If you need full access to the kernel and have a private environment, a KVM VPS/dedicated server works great but you'll also take on the responsibilities of making sure you can recover from RAID failiures, etc.
I love KVM VPS servers, they're the perfect middle point for a VPS and dedicated server. I do however use shared hosting for small projects - I recommend you pick BuyShared for your needs.
But VPSes (and the next step is dedis) are the fun stuff! Seems like you're on the wrong forum, pal.
My low end VPS journey ended up with a decent dedicated box from a well known provider in th indcstry..
With a block of IPs, I can build my own VPS on top of it.
Yes it cost me more but at least my VPS fever has gone away... For now
Shared hosting very often won't cut it even for the static content.
For example, if you want HTTP2, you best bet is to run a more recent nginx by yourself.

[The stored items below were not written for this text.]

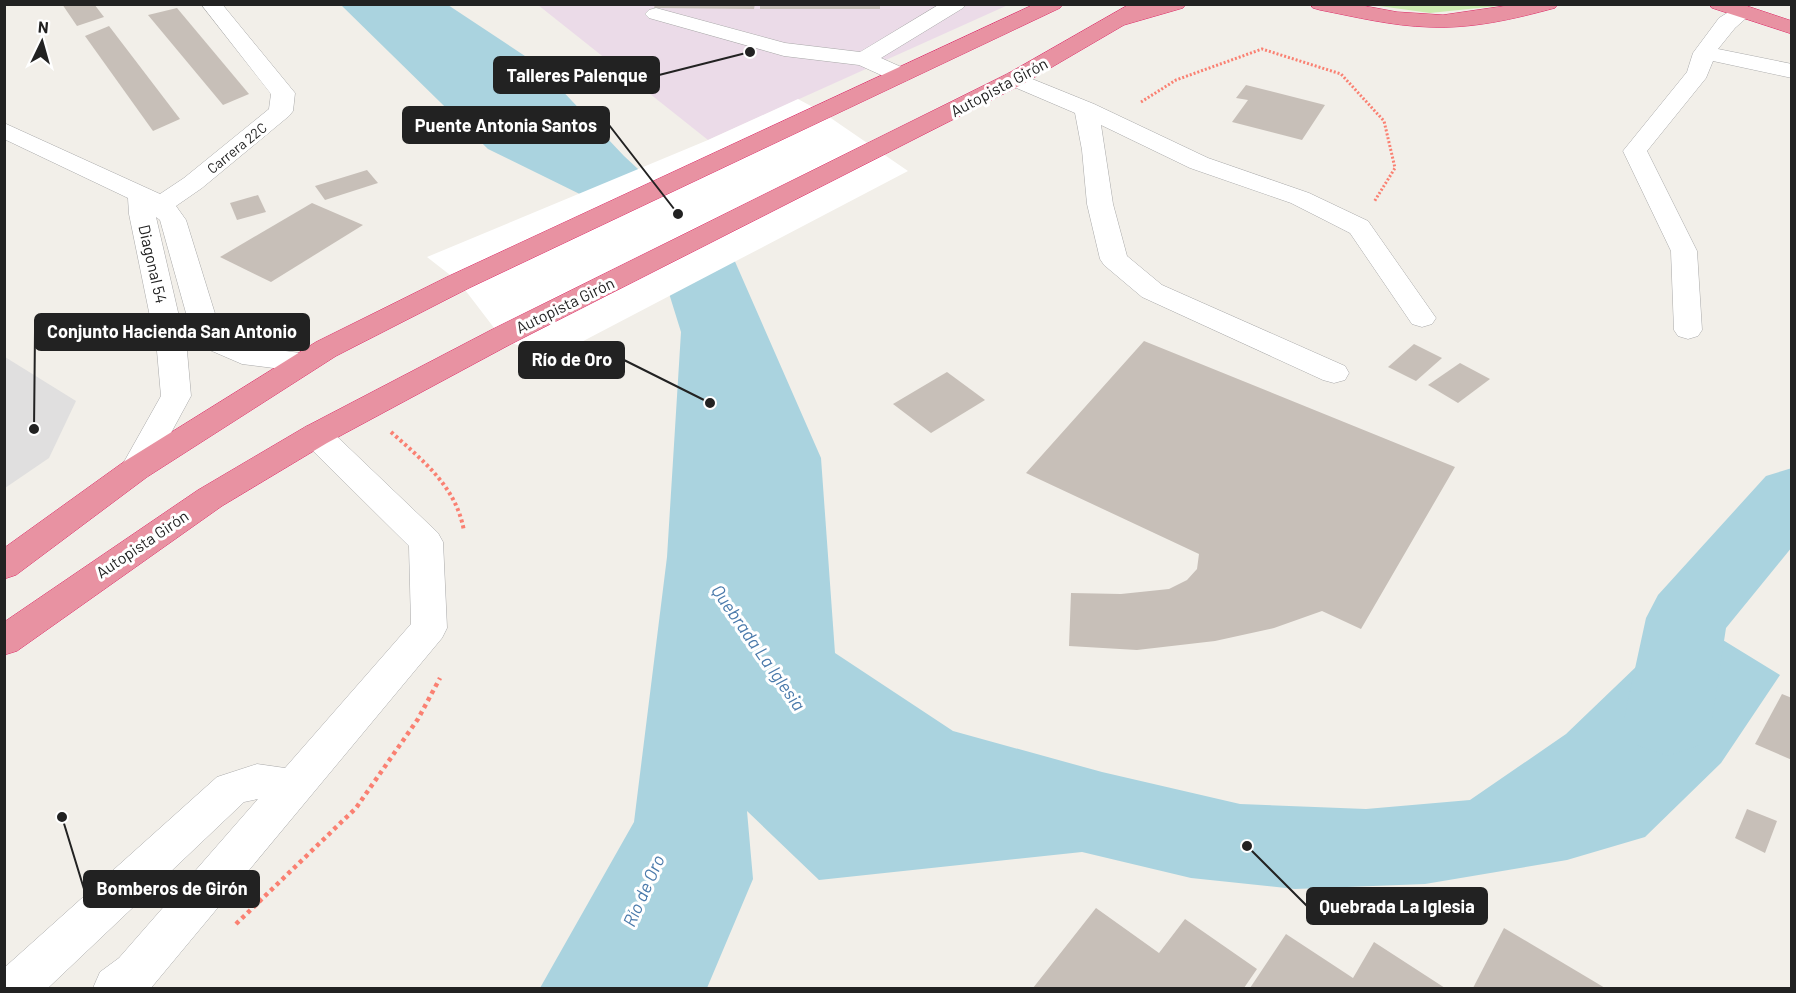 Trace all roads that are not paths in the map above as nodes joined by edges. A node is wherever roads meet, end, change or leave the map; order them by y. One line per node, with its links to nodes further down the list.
1 (212, 4): 24 (street, Carrera 22C)
2 (956, 4): 18 (street)
3 (1053, 4): 20 (highway)
4 (1146, 4): 15 (highway, Autopista Girón)
5 (1176, 4): 15 (highway)
6 (1320, 4): 7 (highway)
7 (1548, 4)
8 (1719, 4): 12 (highway)
9 (1770, 4): 13 (highway)
10 (1779, 4): 13 (highway)
11 (1699, 5): 12 (highway)
12 (1742, 12): 16 (highway); 17 (street)
13 (1791, 12)
14 (656, 14): 18 (street)
15 (1109, 25): 21 (highway, Autopista Girón)
16 (1791, 28)
17 (1704, 53): 19 (street); 26 (street)
18 (864, 59): 20 (street)
19 (1791, 71)
20 (900, 75): 27 (highway)
21 (1015, 79): 22 (street); 29 (highway, Autopista Girón)
22 (1086, 109): 25 (street); 28 (street)
23 (4, 130): 24 (street)
24 (148, 203): 27 (street, Diagonal 54); 30 (street, Diagonal 54)
25 (1422, 318)
26 (1688, 330)
27 (305, 362): 30 (highway)
28 (1334, 373)
29 (316, 435): 32 (highway, Autopista Girón); 33 (street)
30 (136, 469): 31 (highway)
31 (4, 566)
32 (4, 641)
33 (294, 787): 34 (street); 35 (street)
34 (16, 988)
35 (116, 988) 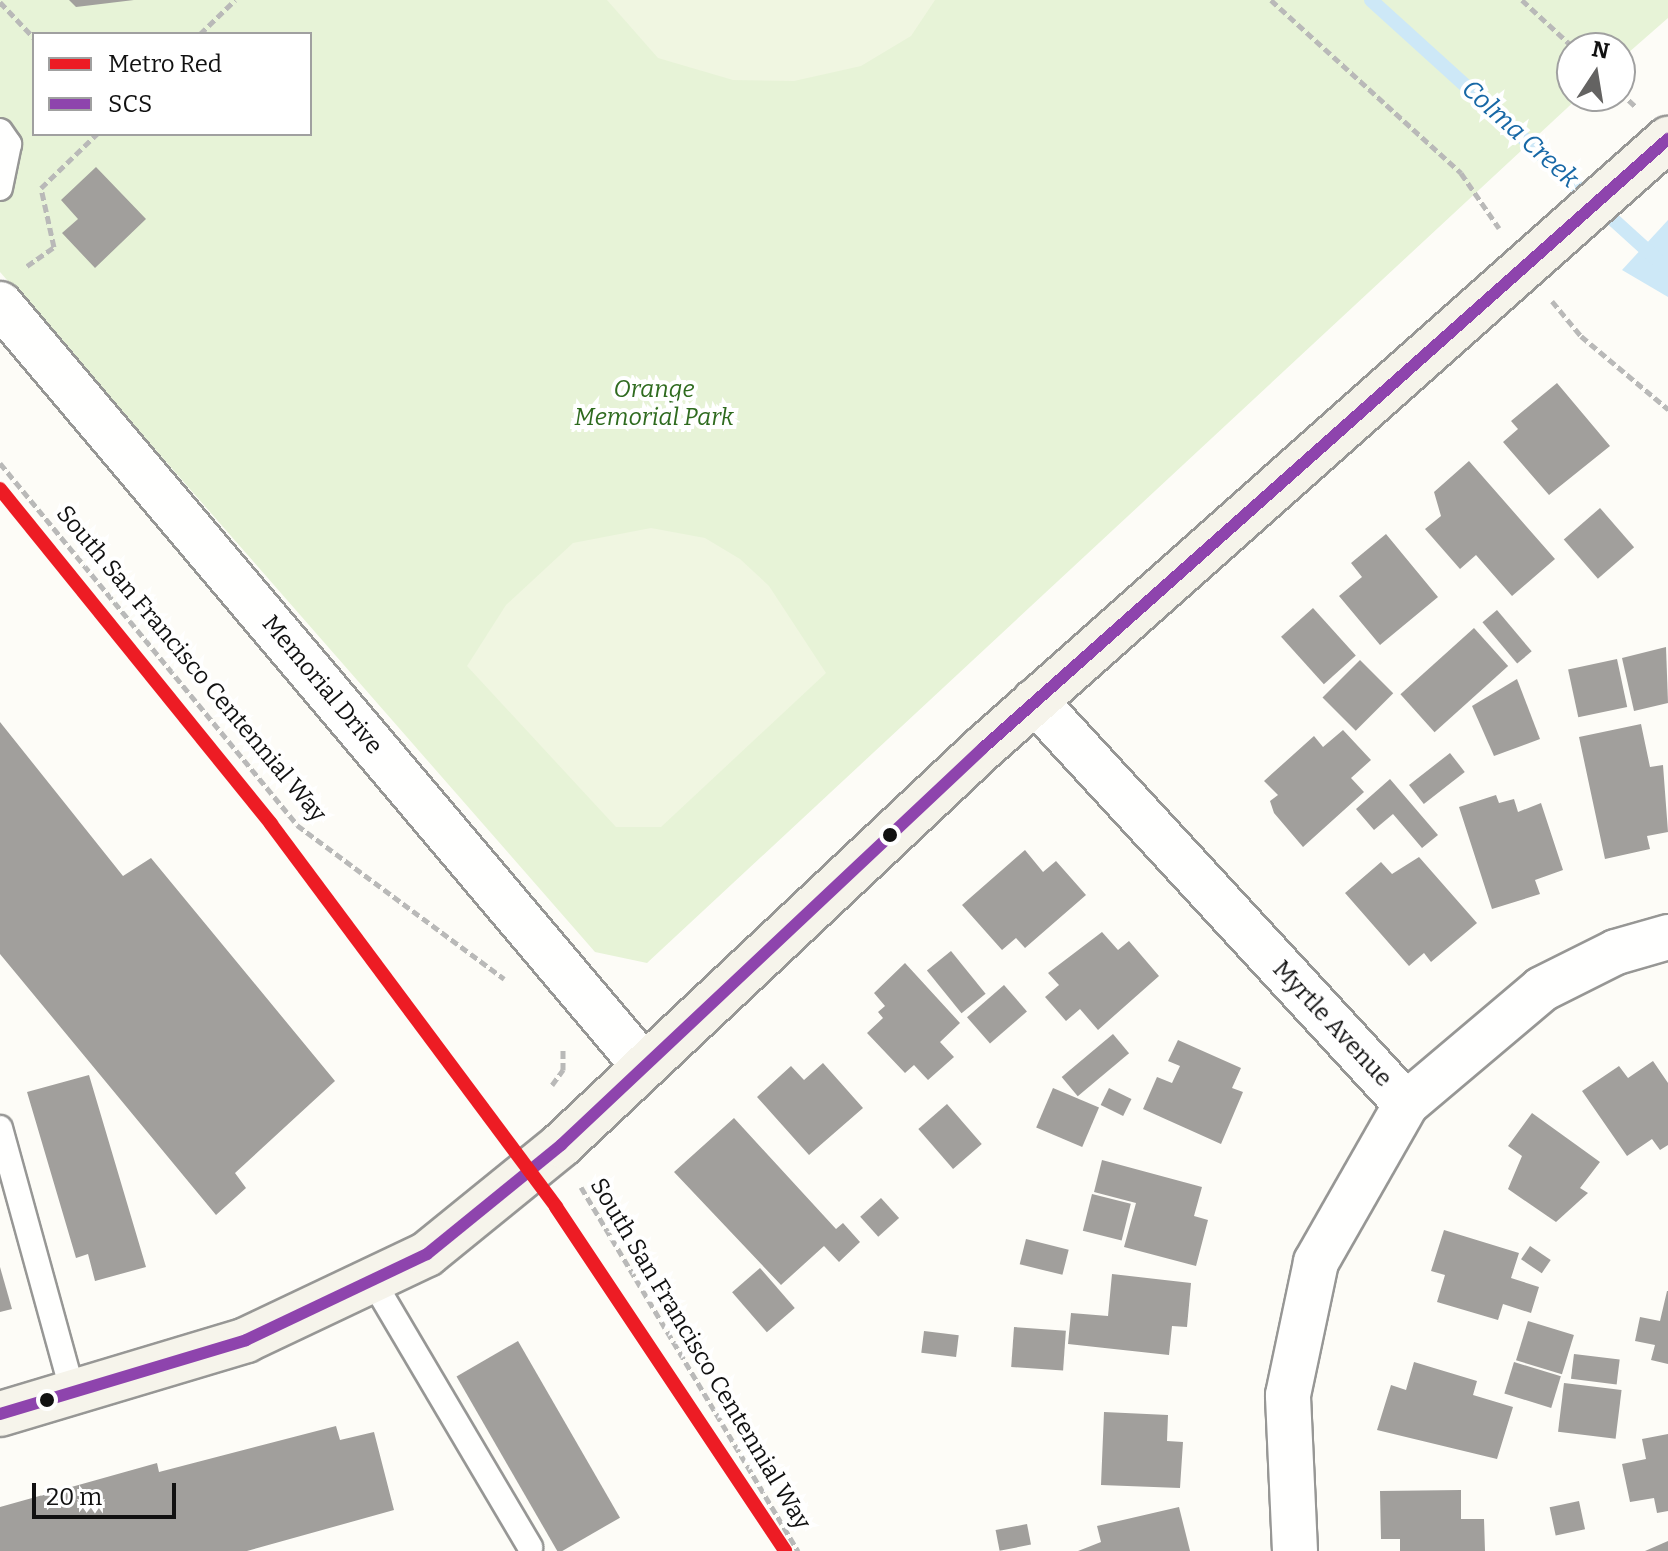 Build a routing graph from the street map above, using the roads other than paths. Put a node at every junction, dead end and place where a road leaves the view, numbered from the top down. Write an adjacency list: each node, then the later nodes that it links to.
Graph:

Even for the deployment, the rsync is much more handy than lftp, -- some shared hosting do provide ssh access though.
Everyone log, even they says - No logs - they log, its just advertising tricks
Shared hosting pretty much locks you into php + mysql.
My preferred stack these days for my projects is py-flask + mongo/redis, so pretty much means it has to be a VPS
I've started to consolidate a little bit, preferring a bigger box that can host 3 projects instead of 3 separate tiny VPSes....but VPSes are too much fun to not have a few laying around.
Plenty of reasons someone might prefer their own VPN. His logic is not flawed.
...but you're only one offer away from relapse...
Good lord, no...everyone and their mother is doing "cloud" today and it's 99% VPS (er, "VM" or "cloud server" or "compute node" or...what's that other girly name people use? driplet or something like that?)
shared hosting not suitable for even php projects these days,
with modern php development utilizing composer...you can't use shared hosting.
you need to have access to ssh with composer so vps is the way to go.
@david_W would you mind disclosing provider name?
Well, you can always upload the files, but is annoying =P
on a fresh laravel project, vendors folder size is about 58MB
now, think about node_modules for npm and bower_components for bower
Even your VPS provider could log.
You misunderstood me, this is what I was referring to.
My point is that a hosted VPN is gonna be easier if that what you want (no setup, others will manager the server), but a VPS will give you control. Just like shared hosting, easy but no control over the server. For example one can send spam and blacklist the IP, then your mail will stop working too. Just saying.